**Provided entries:**
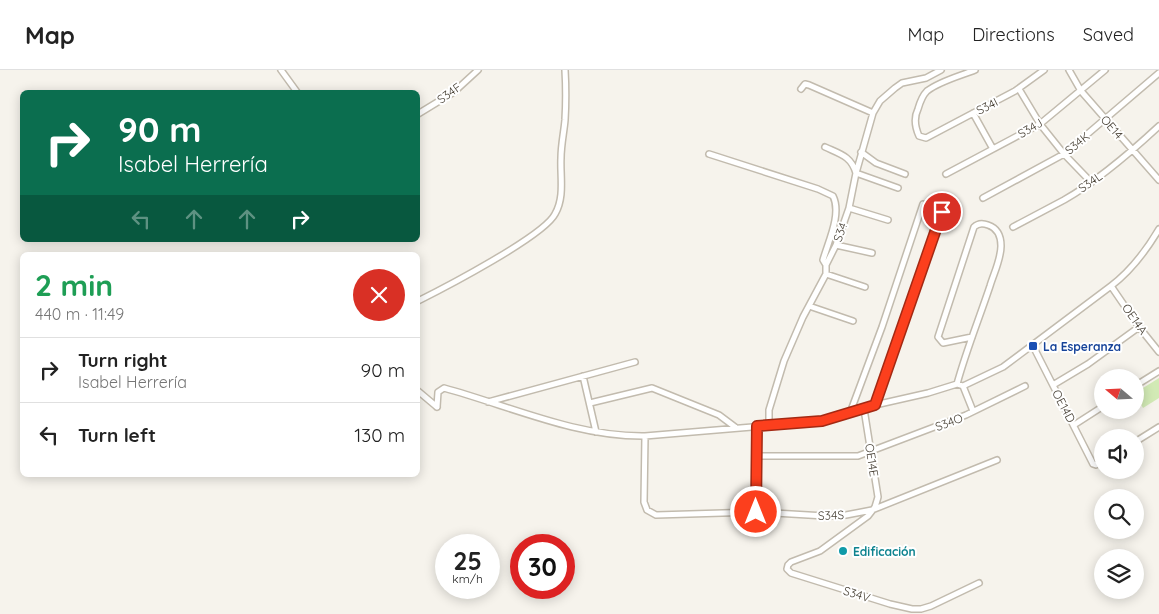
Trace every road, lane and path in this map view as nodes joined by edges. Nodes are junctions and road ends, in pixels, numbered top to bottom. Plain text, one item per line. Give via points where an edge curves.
1 (281, 70) edge
2 (478, 70) edge
3 (565, 70) edge
4 (941, 70) edge
5 (975, 70) edge
6 (1044, 70) edge
7 (1069, 70) edge
8 (1106, 70) edge
9 (1159, 72) edge
10 (1019, 88) junction
11 (801, 89) dead end
12 (296, 90) edge
13 (1082, 91) junction
14 (420, 113) edge
15 (873, 113) junction
16 (973, 113) junction
17 (1106, 120) junction
18 (1040, 124) junction
19 (1159, 126) edge
20 (825, 147) dead end
21 (993, 148) junction
22 (1132, 150) junction
23 (861, 152) junction
24 (709, 154) dead end
25 (1064, 154) junction
26 (856, 174) junction
27 (905, 174) dead end
28 (946, 174) dead end
29 (1159, 180) edge
30 (1091, 182) junction
31 (898, 188) dead end
32 (983, 198) dead end
33 (849, 208) junction
34 (888, 220) dead end
35 (1013, 227) dead end
36 (1159, 229) edge
37 (836, 245) junction
38 (872, 253) dead end
39 (826, 265) junction
40 (826, 274) junction
41 (1111, 286) junction
42 (865, 287) dead end
43 (420, 300) edge
44 (808, 306) junction
45 (853, 321) dead end
46 (1139, 326) junction
47 (972, 337) junction
48 (1033, 346) junction
49 (1159, 352) edge
50 (634, 362) dead end
51 (1159, 371) edge
52 (583, 376) junction
53 (1144, 380) edge
54 (956, 384) junction
55 (1053, 385) junction
56 (962, 386) junction
57 (1024, 386) dead end
58 (420, 393) edge
59 (487, 402) junction
60 (590, 403) junction
61 (875, 405) junction
62 (864, 409) junction
63 (973, 411) junction
64 (1094, 412) edge
65 (850, 413) junction
66 (769, 425) junction
67 (1074, 425) junction
68 (757, 426) junction
69 (736, 427) junction
70 (1159, 427) edge
71 (596, 432) junction
72 (645, 436) junction
73 (1144, 436) edge
74 (871, 452) junction
75 (756, 456) junction
76 (997, 460) dead end
77 (1094, 465) edge
78 (872, 510) junction
79 (756, 512) junction
80 (978, 583) dead end

1 - 12 street
2 - 14 street, S34F via 454,92
3 - 43 street via 561,192 556,214 544,227 513,248
4 - 15 street, S34 via 926,78 902,83 880,101
5 - 16 street, S34I via 927,92 915,118 918,133 926,138
6 - 10 street, S34I
7 - 13 street, OE14
8 - 13 street, S34J
9 - 17 street, S34K
10 - 16 street, S34I
10 - 18 street
11 - 15 street via 806,84
13 - 17 street, OE14
13 - 18 street, S34J
15 - 23 street, S34
16 - 21 street
17 - 22 street, OE14
17 - 25 street, S34K
18 - 21 street, S34J
18 - 25 street
19 - 22 street, S34L
20 - 26 street via 845,156 853,163
21 - 28 street, S34J
22 - 29 street, OE14
22 - 30 street, S34L
23 - 26 street, S34
23 - 27 street via 876,163
24 - 39 street via 833,196 835,216 823,260
25 - 30 street
25 - 32 street, S34K
26 - 31 street
26 - 33 street, S34
30 - 35 street, S34L
33 - 34 street
33 - 37 street, S34
36 - 41 street via 1127,273
37 - 38 street
37 - 39 street, S34
39 - 40 street, S34
40 - 42 street
40 - 44 street, S34
41 - 46 street, OE14A
41 - 48 street
44 - 45 street
44 - 66 street, S34 via 784,361 769,410
46 - 49 street, OE14A
46 - 55 street
47 - 47 street via 1001,249 997,230 985,224 974,227 938,337 943,343
47 - 54 street
48 - 55 street, OE14D
48 - 56 street via 988,375
50 - 52 street
51 - 53 street
52 - 59 street
52 - 60 street
54 - 56 street
54 - 61 street
55 - 67 street, OE14D
56 - 63 street
57 - 63 street, S34O
58 - 59 street via 437,407 438,392 444,388
59 - 71 street
60 - 69 street via 652,388 719,415
60 - 71 street
61 - 62 street
61 - 65 street via 942,212 923,204
62 - 65 street
62 - 74 street, OE14E
63 - 74 street, S34O
64 - 67 street
65 - 66 street via 822,421
66 - 68 street
67 - 77 street, OE14D
68 - 69 street
68 - 75 street
69 - 72 street
70 - 73 street
71 - 72 street
72 - 79 street, S34S via 644,502 647,510 656,515
74 - 75 street, S34O via 858,456
74 - 78 street, OE14E via 878,497
75 - 79 street
76 - 78 street, S34S
78 - 79 street, S34S via 825,516
78 - 80 street, S34V via 820,551 791,562 787,567 791,573 912,609 931,606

**Work request:**
Give back every record exactly. Omit the pictures.

**Worked solution:**
Trace every road, lane and path in this map view as nodes joined by edges. Nodes are junctions and road ends, in pixels, numbered top to bottom. Plain text, one item per line. Give via points where an edge curves.
1 (281, 70) edge
2 (478, 70) edge
3 (565, 70) edge
4 (941, 70) edge
5 (975, 70) edge
6 (1044, 70) edge
7 (1069, 70) edge
8 (1106, 70) edge
9 (1159, 72) edge
10 (1019, 88) junction
11 (801, 89) dead end
12 (296, 90) edge
13 (1082, 91) junction
14 (420, 113) edge
15 (873, 113) junction
16 (973, 113) junction
17 (1106, 120) junction
18 (1040, 124) junction
19 (1159, 126) edge
20 (825, 147) dead end
21 (993, 148) junction
22 (1132, 150) junction
23 (861, 152) junction
24 (709, 154) dead end
25 (1064, 154) junction
26 (856, 174) junction
27 (905, 174) dead end
28 (946, 174) dead end
29 (1159, 180) edge
30 (1091, 182) junction
31 (898, 188) dead end
32 (983, 198) dead end
33 (849, 208) junction
34 (888, 220) dead end
35 (1013, 227) dead end
36 (1159, 229) edge
37 (836, 245) junction
38 (872, 253) dead end
39 (826, 265) junction
40 (826, 274) junction
41 (1111, 286) junction
42 (865, 287) dead end
43 (420, 300) edge
44 (808, 306) junction
45 (853, 321) dead end
46 (1139, 326) junction
47 (972, 337) junction
48 (1033, 346) junction
49 (1159, 352) edge
50 (634, 362) dead end
51 (1159, 371) edge
52 (583, 376) junction
53 (1144, 380) edge
54 (956, 384) junction
55 (1053, 385) junction
56 (962, 386) junction
57 (1024, 386) dead end
58 (420, 393) edge
59 (487, 402) junction
60 (590, 403) junction
61 (875, 405) junction
62 (864, 409) junction
63 (973, 411) junction
64 (1094, 412) edge
65 (850, 413) junction
66 (769, 425) junction
67 (1074, 425) junction
68 (757, 426) junction
69 (736, 427) junction
70 (1159, 427) edge
71 (596, 432) junction
72 (645, 436) junction
73 (1144, 436) edge
74 (871, 452) junction
75 (756, 456) junction
76 (997, 460) dead end
77 (1094, 465) edge
78 (872, 510) junction
79 (756, 512) junction
80 (978, 583) dead end

1 - 12 street
2 - 14 street, S34F via 454,92
3 - 43 street via 561,192 556,214 544,227 513,248
4 - 15 street, S34 via 926,78 902,83 880,101
5 - 16 street, S34I via 927,92 915,118 918,133 926,138
6 - 10 street, S34I
7 - 13 street, OE14
8 - 13 street, S34J
9 - 17 street, S34K
10 - 16 street, S34I
10 - 18 street
11 - 15 street via 806,84
13 - 17 street, OE14
13 - 18 street, S34J
15 - 23 street, S34
16 - 21 street
17 - 22 street, OE14
17 - 25 street, S34K
18 - 21 street, S34J
18 - 25 street
19 - 22 street, S34L
20 - 26 street via 845,156 853,163
21 - 28 street, S34J
22 - 29 street, OE14
22 - 30 street, S34L
23 - 26 street, S34
23 - 27 street via 876,163
24 - 39 street via 833,196 835,216 823,260
25 - 30 street
25 - 32 street, S34K
26 - 31 street
26 - 33 street, S34
30 - 35 street, S34L
33 - 34 street
33 - 37 street, S34
36 - 41 street via 1127,273
37 - 38 street
37 - 39 street, S34
39 - 40 street, S34
40 - 42 street
40 - 44 street, S34
41 - 46 street, OE14A
41 - 48 street
44 - 45 street
44 - 66 street, S34 via 784,361 769,410
46 - 49 street, OE14A
46 - 55 street
47 - 47 street via 1001,249 997,230 985,224 974,227 938,337 943,343
47 - 54 street
48 - 55 street, OE14D
48 - 56 street via 988,375
50 - 52 street
51 - 53 street
52 - 59 street
52 - 60 street
54 - 56 street
54 - 61 street
55 - 67 street, OE14D
56 - 63 street
57 - 63 street, S34O
58 - 59 street via 437,407 438,392 444,388
59 - 71 street
60 - 69 street via 652,388 719,415
60 - 71 street
61 - 62 street
61 - 65 street via 942,212 923,204
62 - 65 street
62 - 74 street, OE14E
63 - 74 street, S34O
64 - 67 street
65 - 66 street via 822,421
66 - 68 street
67 - 77 street, OE14D
68 - 69 street
68 - 75 street
69 - 72 street
70 - 73 street
71 - 72 street
72 - 79 street, S34S via 644,502 647,510 656,515
74 - 75 street, S34O via 858,456
74 - 78 street, OE14E via 878,497
75 - 79 street
76 - 78 street, S34S
78 - 79 street, S34S via 825,516
78 - 80 street, S34V via 820,551 791,562 787,567 791,573 912,609 931,606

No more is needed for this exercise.